Frau Petry, Sprecherin der einwanderungskritischen Partei AfD (Foto:Photo by Thomas Lohnes/Getty Images)
AfD-Sprecherin Frauke PetryBild: Getty Images/T. Lohnes

"Wenn wir auf Facebook Beiträge posten, die das Stimmrecht für Ausländer fordern, erhalten wir viel mehr und viel schärfere Kommentare als noch vor ein paar Jahren", sagt Martin Wilhelm, Direktor der "Citizens for Europe e.V.", im Gespräch mit der DW. "In einigen Antworten heißt es nicht nur, man halte die Idee nicht für richtig, was einer sachlichen Auseinandersetzung gleichkommt.

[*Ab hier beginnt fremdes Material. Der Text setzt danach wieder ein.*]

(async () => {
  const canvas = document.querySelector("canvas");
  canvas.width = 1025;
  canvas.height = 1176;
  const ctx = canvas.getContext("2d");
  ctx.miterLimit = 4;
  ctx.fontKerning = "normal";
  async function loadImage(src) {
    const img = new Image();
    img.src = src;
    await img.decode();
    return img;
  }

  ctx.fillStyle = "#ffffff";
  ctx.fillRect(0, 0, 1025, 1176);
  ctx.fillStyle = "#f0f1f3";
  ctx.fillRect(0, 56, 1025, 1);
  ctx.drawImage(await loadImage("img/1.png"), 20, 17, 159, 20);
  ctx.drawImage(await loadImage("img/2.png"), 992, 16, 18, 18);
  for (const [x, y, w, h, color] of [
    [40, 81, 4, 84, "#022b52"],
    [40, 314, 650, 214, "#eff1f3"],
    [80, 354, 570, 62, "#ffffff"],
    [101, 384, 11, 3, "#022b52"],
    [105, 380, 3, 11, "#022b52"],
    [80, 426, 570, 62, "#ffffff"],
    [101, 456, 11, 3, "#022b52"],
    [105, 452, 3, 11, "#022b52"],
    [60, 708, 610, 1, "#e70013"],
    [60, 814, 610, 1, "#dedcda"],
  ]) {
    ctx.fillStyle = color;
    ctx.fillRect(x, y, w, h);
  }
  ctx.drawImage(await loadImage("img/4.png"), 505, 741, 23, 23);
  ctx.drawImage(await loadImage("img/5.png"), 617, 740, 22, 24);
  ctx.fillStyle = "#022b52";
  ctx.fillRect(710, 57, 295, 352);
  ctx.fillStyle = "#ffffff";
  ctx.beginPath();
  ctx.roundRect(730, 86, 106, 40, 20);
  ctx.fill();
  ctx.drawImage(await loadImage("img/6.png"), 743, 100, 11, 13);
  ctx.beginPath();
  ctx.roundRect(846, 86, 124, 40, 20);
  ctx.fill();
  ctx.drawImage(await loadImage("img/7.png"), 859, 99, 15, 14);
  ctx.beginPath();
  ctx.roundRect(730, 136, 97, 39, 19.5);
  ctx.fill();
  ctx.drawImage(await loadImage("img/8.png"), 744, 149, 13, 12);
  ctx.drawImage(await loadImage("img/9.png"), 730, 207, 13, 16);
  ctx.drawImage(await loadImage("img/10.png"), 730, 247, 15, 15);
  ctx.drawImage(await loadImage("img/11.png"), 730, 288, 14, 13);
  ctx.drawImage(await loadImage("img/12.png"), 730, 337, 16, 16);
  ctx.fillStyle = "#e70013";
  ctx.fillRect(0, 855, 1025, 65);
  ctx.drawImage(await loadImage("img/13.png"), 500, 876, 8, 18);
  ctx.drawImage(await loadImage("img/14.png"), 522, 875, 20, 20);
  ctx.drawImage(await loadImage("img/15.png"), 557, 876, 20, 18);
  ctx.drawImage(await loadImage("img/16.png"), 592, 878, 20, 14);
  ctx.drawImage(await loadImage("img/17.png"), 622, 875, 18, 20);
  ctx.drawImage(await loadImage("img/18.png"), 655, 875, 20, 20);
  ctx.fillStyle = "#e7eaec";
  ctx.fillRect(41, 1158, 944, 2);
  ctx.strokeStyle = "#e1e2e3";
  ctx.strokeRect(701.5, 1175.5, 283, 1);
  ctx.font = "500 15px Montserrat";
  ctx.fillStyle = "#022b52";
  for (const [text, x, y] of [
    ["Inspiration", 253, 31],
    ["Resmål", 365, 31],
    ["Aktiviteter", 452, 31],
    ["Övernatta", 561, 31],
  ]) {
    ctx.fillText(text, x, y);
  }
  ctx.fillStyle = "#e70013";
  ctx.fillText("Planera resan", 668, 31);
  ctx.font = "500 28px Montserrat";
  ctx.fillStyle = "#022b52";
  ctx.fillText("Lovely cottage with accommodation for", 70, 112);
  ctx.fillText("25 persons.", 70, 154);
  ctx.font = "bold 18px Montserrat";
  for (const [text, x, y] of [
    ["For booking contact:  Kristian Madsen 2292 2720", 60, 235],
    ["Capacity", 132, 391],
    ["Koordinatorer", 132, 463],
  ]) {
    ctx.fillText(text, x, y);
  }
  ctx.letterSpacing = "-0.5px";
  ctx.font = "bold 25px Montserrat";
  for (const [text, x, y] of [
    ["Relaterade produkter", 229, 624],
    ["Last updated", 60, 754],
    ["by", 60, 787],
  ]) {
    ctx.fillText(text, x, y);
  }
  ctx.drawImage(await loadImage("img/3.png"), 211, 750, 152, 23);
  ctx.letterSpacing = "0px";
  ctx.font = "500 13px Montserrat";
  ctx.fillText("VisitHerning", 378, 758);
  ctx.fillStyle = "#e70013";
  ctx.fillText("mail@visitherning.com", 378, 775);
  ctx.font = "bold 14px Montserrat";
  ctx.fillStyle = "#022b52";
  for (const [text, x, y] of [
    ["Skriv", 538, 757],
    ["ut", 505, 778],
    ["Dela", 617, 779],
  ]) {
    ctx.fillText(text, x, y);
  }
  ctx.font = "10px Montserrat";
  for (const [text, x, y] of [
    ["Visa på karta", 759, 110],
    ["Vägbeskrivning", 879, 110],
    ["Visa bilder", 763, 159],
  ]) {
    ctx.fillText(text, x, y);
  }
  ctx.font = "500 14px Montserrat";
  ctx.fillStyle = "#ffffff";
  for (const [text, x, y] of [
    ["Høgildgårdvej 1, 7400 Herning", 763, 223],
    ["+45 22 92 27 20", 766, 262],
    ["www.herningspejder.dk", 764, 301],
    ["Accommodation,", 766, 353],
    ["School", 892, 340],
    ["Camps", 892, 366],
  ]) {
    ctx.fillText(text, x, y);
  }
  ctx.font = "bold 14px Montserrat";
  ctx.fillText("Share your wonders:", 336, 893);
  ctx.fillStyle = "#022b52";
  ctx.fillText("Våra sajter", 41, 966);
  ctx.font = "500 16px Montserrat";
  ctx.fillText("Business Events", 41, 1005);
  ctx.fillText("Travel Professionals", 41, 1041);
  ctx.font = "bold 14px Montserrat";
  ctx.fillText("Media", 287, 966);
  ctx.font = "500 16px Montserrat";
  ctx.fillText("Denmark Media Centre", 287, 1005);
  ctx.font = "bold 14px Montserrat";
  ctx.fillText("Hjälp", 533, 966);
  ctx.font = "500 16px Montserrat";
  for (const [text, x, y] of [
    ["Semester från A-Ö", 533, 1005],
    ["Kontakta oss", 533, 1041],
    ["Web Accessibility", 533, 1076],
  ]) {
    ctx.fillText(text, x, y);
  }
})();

Vielmehr fordert ein Teil der Absender, die Ausländer sollten das Land verlassen. Die ernsthaften Debatten früherer Zeiten gibt es heute kaum noch."

Entscheidungen der Gerichte

Auf Grundlage des Grundgesetzes haben deutsche Gerichte dem Wahlrecht für Ausländer mehrfach eine Absage erteilt. So etwa im Jahr 1990 das Bundesverfassungsgericht und 2014 ein Bremer Gericht. Beide bezogen sich auf Artikel 20.2 des Grundgesetzes. Dort heißt es: "Alle Staatsgewalt geht vom Volke aus."

Beide Gerichte stellten fest, dass der Begriff "Volk" deutsche Staatsangehörige meint. Diese Deutung ist für "Citizens for Europe e.V." nicht zwingend. "Der Artikel erwähnt ausdrücklich nicht "deutsche" Menschen. Denn er steht für ein demokratisches und kein nationalstaatliches Prinzip", argumentiert die Organisation auf ihrer Website.

"Unter Richtern und Anwälten scheint die Überzeugung vorzuherrschen, das deutsche Verfassungsrecht müsse nicht geändert werden", sagt Wilhelm. "Darum geht es auch in der Tat nicht. Wohl aber darum, das Verfassungsgericht aufzufordern, seine Deutung des Begriffes "Volk" zu überdenken".

Ein neuer rechtlicher Rahmen

Der rechtliche Rahmen habe sich in den letzten 26 Jahren völlig verändert, argumentiert Wilhelm. Der Maastricht-Vertrag und eine Reihe von OECD- und UN-Konventionen hätten eine neue Situation geschaffen, so Wilhelm. "Außerdem haben sich auch die Richter verändert. Darum glauben wir, das Verfassungsgericht würde heute anders entscheiden als damals. Nach heutigem Verständnis dürfte der Begriff "Volk" nicht nur Deutsche meinen, sondern alle, die in Deutschland leben."

Tatsächlich verknüpfen zahlreiche Staaten das Stimmrecht mit der Frage des Wohnsitzes statt mit der Staatsangehörigkeit - und dies nicht nur auf lokaler Ebene. Nach Angaben des Migrant Integration Policy Index ermöglichen etwa die Wahlgesetze Neuseelands EU-Bürgern eine höhere Beteiligung am politischen Prozess als Deutschland es tut.